• **Task statement**
Each line below is to be repeated exactly; any picture is to be left out.

[Stored records]
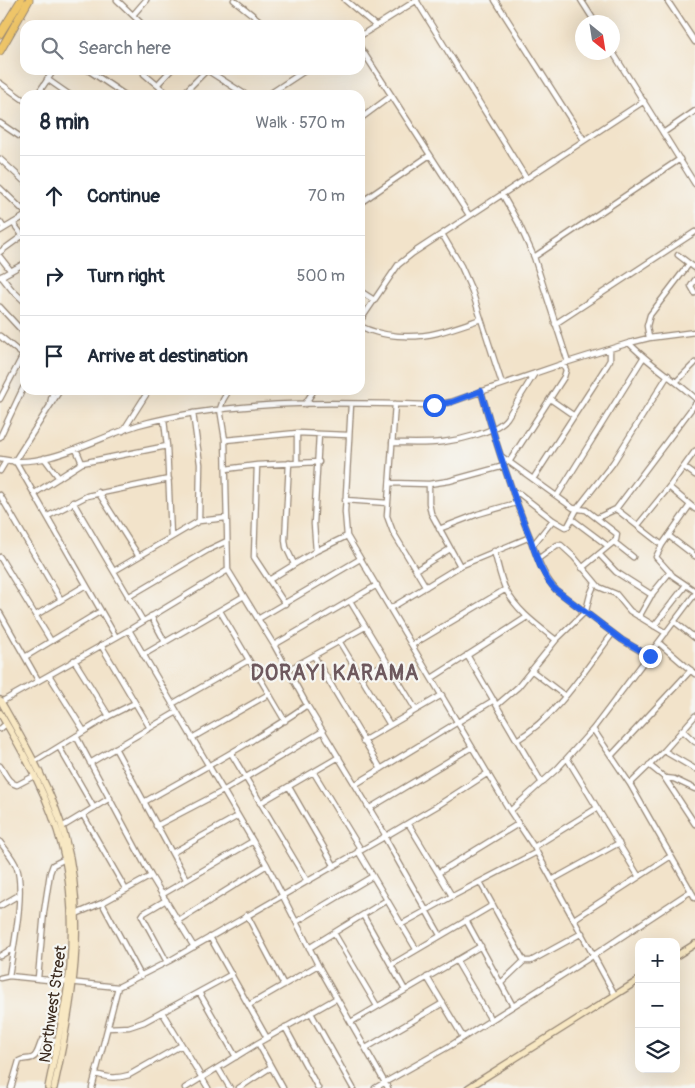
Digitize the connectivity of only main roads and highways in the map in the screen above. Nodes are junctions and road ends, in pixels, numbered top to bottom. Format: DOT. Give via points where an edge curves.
graph roads {
  1 [pos="21,0"];
  2 [pos="29,0"];
  3 [pos="0,34"];
  4 [pos="0,51"];
  5 [pos="0,701"];
  6 [pos="0,713"];
  7 [pos="695,944"];
  8 [pos="680,953"];
  9 [pos="71,982"];
  10 [pos="635,982"];
  11 [pos="48,1088"];
  12 [pos="54,1088"];
  13 [pos="468,1088"];
  1 -- 3 [label="main road"];
  2 -- 4 [label="main road"];
  5 -- 9 [label="main road, Northwest Street" via="34,762 62,826 72,872 76,914 77,938"];
  6 -- 9 [label="main road, Northwest Street" via="34,776 56,827 65,859 71,920"];
  7 -- 8 [label="main road"];
  9 -- 11 [label="main road, Northwest Street"];
  9 -- 12 [label="main road, Northwest Street"];
  10 -- 13 [label="main road"];
}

• **Task output**
Digitize the connectivity of only main roads and highways in the map in the screen above. Nodes are junctions and road ends, in pixels, numbered top to bottom. Format: DOT. Give via points where an edge curves.
graph roads {
  1 [pos="21,0"];
  2 [pos="29,0"];
  3 [pos="0,34"];
  4 [pos="0,51"];
  5 [pos="0,701"];
  6 [pos="0,713"];
  7 [pos="695,944"];
  8 [pos="680,953"];
  9 [pos="71,982"];
  10 [pos="635,982"];
  11 [pos="48,1088"];
  12 [pos="54,1088"];
  13 [pos="468,1088"];
  1 -- 3 [label="main road"];
  2 -- 4 [label="main road"];
  5 -- 9 [label="main road, Northwest Street" via="34,762 62,826 72,872 76,914 77,938"];
  6 -- 9 [label="main road, Northwest Street" via="34,776 56,827 65,859 71,920"];
  7 -- 8 [label="main road"];
  9 -- 11 [label="main road, Northwest Street"];
  9 -- 12 [label="main road, Northwest Street"];
  10 -- 13 [label="main road"];
}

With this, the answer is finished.